Dal primo giugno 2012 partirà anche in Valle d’Aosta la nuova tassa di soggiorno, quella per i turisti, prevista dall’ultima finanziaria del governo Monti. Dopo la deliberazione in merito del Consiglio regionale, ieri, 10 gennaio, è arrivato anche il via libera dei sindaci del Celva. «Ci siamo confrontati a lungo – ha detto il presidente Elso Gérandin – con gli albergatori e, siccome nella legge nazionale non era espressa la decorrenza, abbiamo deciso di partire in estate: evitando così di far mettere mano ai prezzi per i pacchetti turistici invernali, che erano già stati decisi».
La tassa sarà individuale e sarà applicata per ogni notte di soggiorno in una struttura ricettiva. L’entità del prelievo dipenderà dal prezzo medio del servizio (ad esempio di una camera di albergo) e va dai 20 centesimi di euro per una spesa inferiore ai 20 euro, fino ai 3 euro per un prezzo medio oltre i 200 euro.
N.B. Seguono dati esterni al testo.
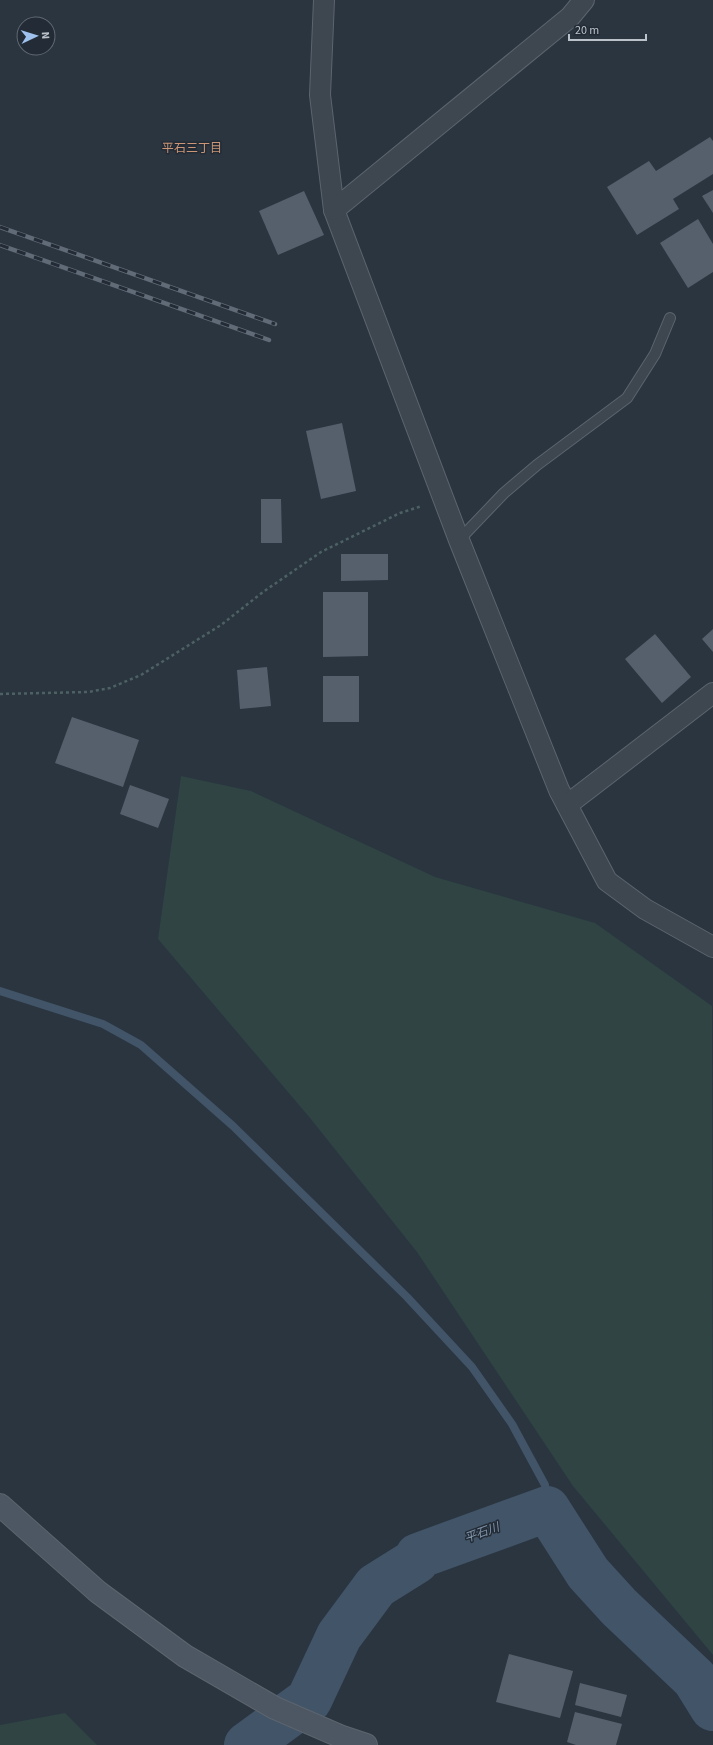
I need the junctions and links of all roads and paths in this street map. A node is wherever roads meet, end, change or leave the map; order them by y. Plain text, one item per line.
1 (324, 0) edge
2 (584, 0) edge
3 (334, 210) junction
4 (670, 318) dead end
5 (444, 500) junction
6 (459, 540) junction
7 (713, 693) edge
8 (0, 694) edge
9 (567, 805) junction
10 (713, 947) edge
11 (0, 1505) edge
12 (366, 1745) edge

1 - 3 street
2 - 3 street
3 - 5 street
4 - 6 lane
5 - 6 street
5 - 8 path
6 - 9 street
7 - 9 street
9 - 10 street
11 - 12 street

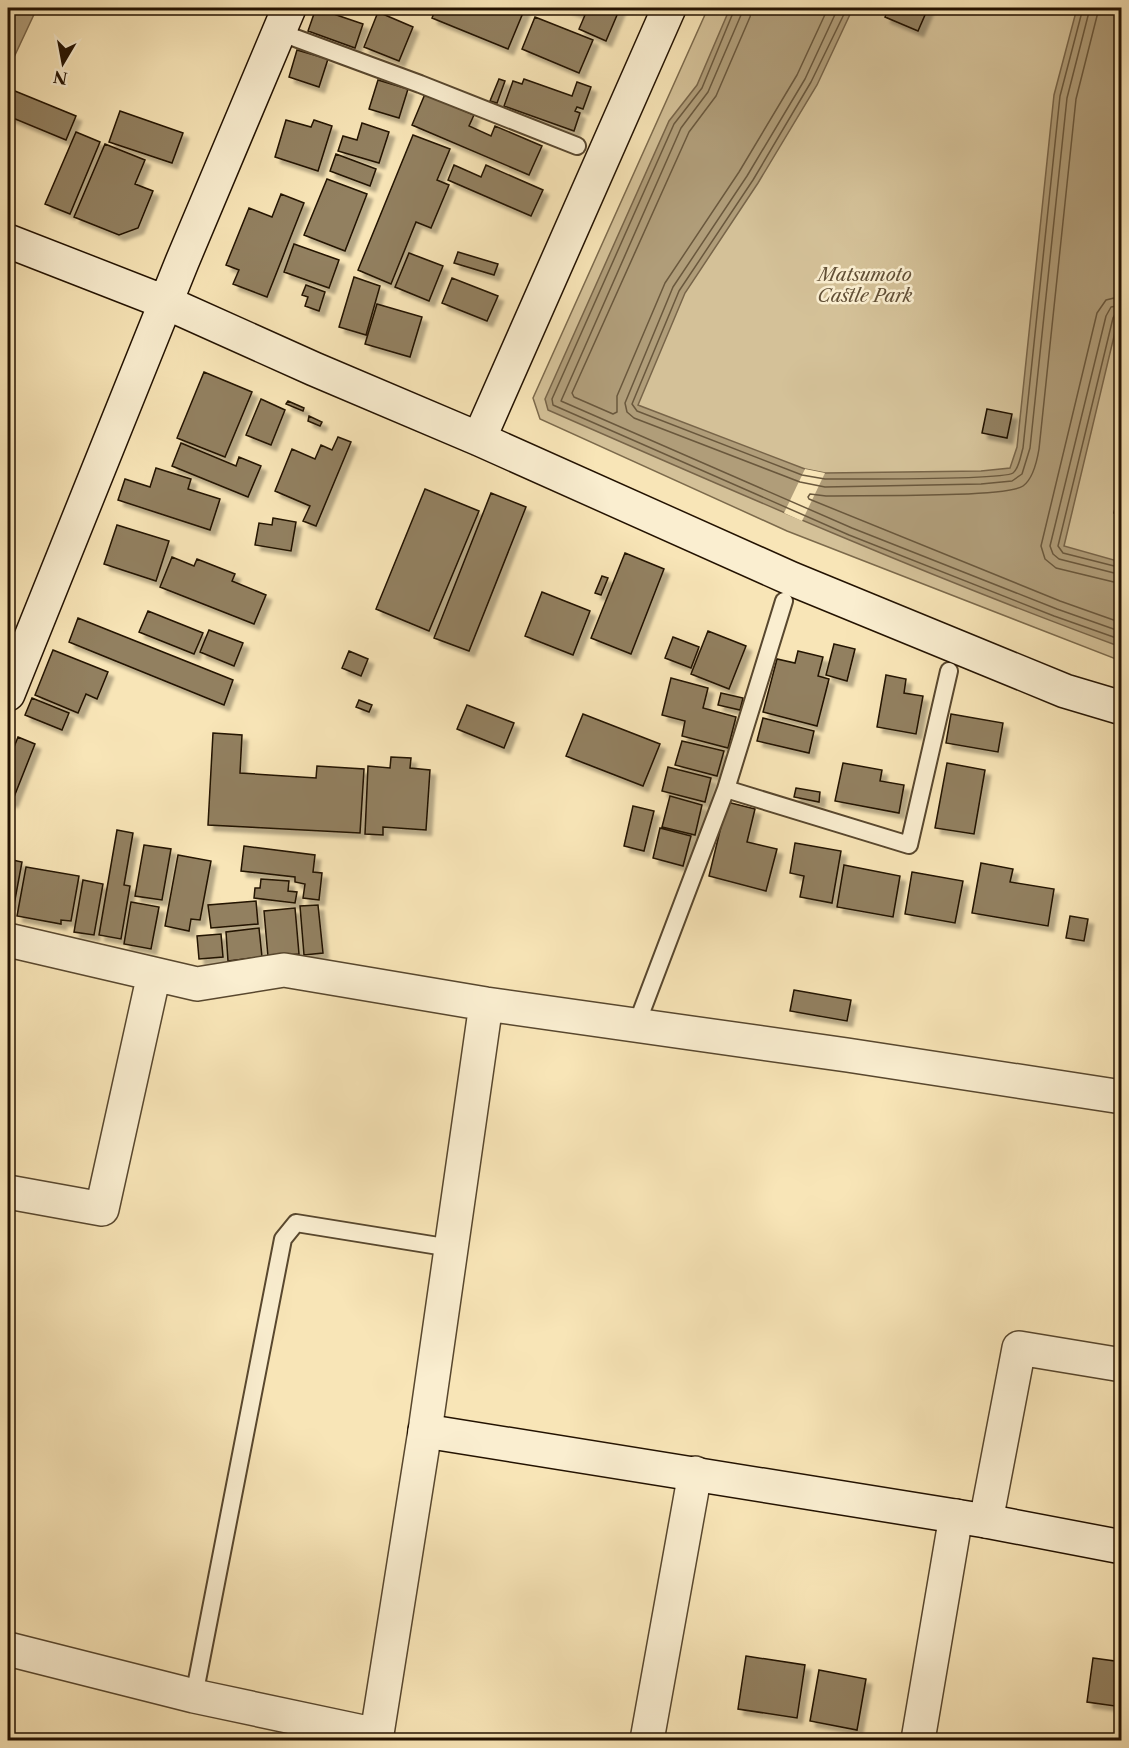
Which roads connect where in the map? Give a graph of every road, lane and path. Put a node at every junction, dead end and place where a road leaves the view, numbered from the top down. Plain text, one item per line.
1 (669, 8) edge
2 (284, 20) edge
3 (577, 146) dead end
4 (8, 242) edge
5 (167, 303) junction
6 (479, 439) junction
7 (784, 601) dead end
8 (949, 671) dead end
9 (8, 694) edge
10 (1122, 708) edge
11 (726, 789) junction
12 (8, 940) edge
13 (154, 974) junction
14 (486, 1004) junction
15 (636, 1026) junction
16 (1122, 1097) edge
17 (8, 1192) edge
18 (451, 1248) junction
19 (1122, 1365) edge
20 (425, 1431) junction
21 (695, 1473) junction
22 (971, 1519) junction
23 (1122, 1547) edge
24 (8, 1649) edge
25 (194, 1696) junction
26 (377, 1738) edge
27 (646, 1740) edge
28 (918, 1740) edge

1 - 6 street
2 - 3 lane
2 - 5 street
4 - 5 street
5 - 6 street
5 - 9 street
6 - 10 street
7 - 11 lane
8 - 11 lane
11 - 15 lane
12 - 13 street
13 - 14 street
13 - 17 street
14 - 15 street
14 - 18 street
15 - 16 street
18 - 20 street
18 - 25 lane
19 - 22 street
20 - 21 street
20 - 26 street
21 - 22 street
21 - 27 street
22 - 23 street
22 - 28 street
24 - 25 street
25 - 26 street

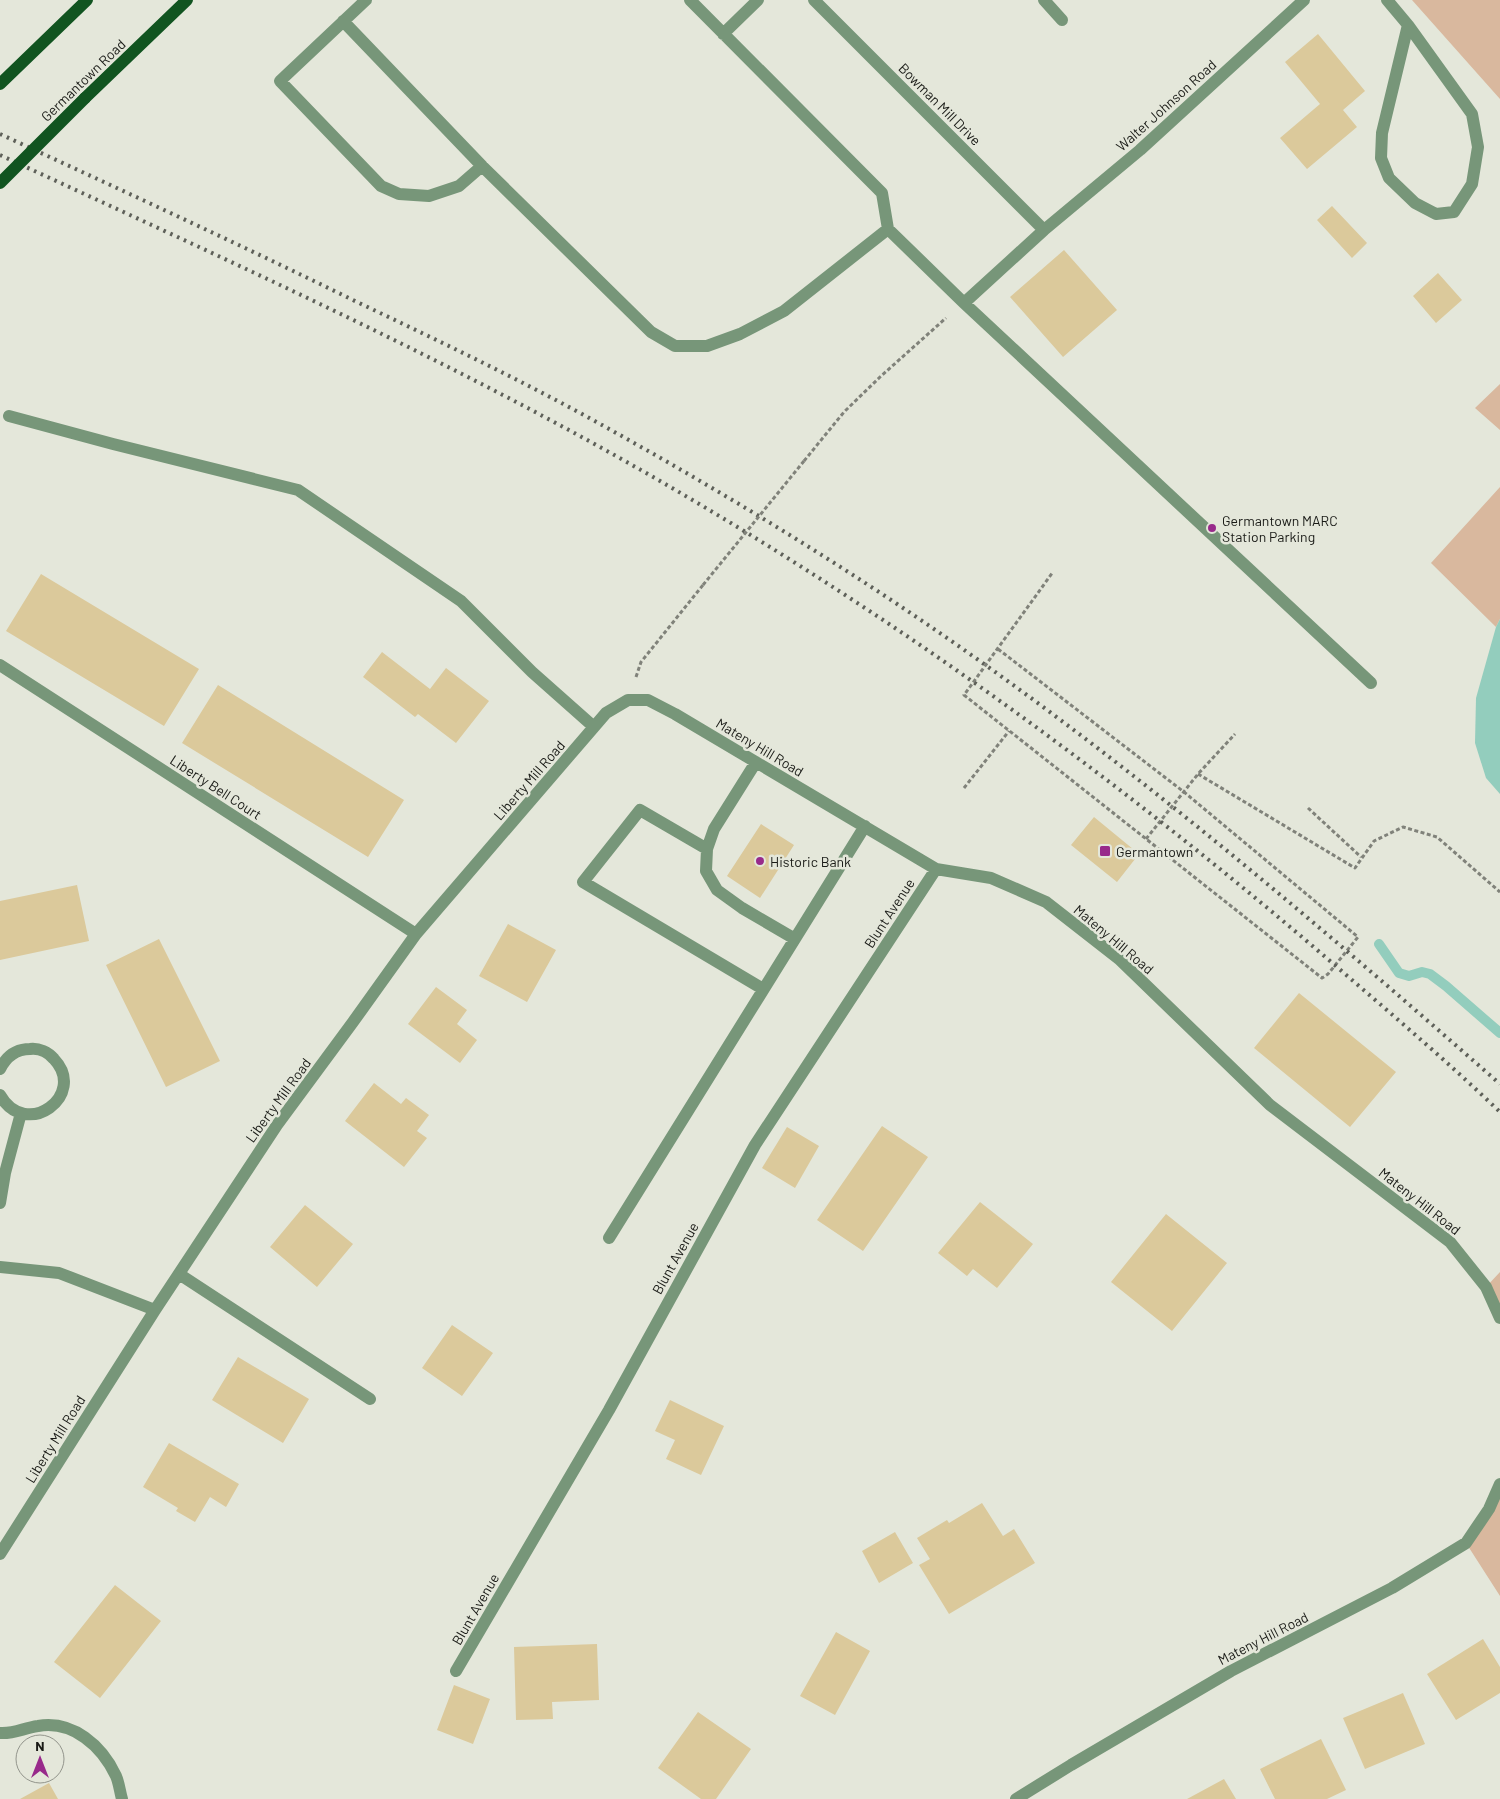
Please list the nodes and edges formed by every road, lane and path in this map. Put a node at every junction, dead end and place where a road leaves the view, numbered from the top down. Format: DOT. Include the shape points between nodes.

Le fasce sono sei e basti considerare che per una struttura dal costo medio tra i 40 e i 70 euro la tassa sarà di 80 centesimi a persona, 1 euro tra i 70 e i 100. I residenti in Valle saranno esentati, così come i bambini minori di dieci anni e gli autisti e accompagnatori di comitive.
Secondo quanto deciso nella delibera regionale le amministrazioni comunali non saranno obbligate ad aderire alla tassazione: «gli introiti nei comuni non turistici sarebbero limitati – spiega Riccardo Bieller – noi dal Celva abbiamo fatto un invito, anche alla luce di raccogliere fondi per i vari servizi in forma associata, ma non si può obbligare».
Si discute anche l’opportunità di tassare il soggiorno nelle seconde case: «in Trentino si fa già – spiega Bieller – vedremo a che livello prendere in considerazione questa possibilità, di certo se un albergatore deve pagare non vediamo perchè non debba farlo anche un residente che affitta ad un turista». Per ora però non si procederà in questa direzione: «ci sono ancora oggettive difficoltà nel far riferimento alle seconde case – spiega Gérandin – Trento e Bolzano hanno leggi provinciali mirate in materia».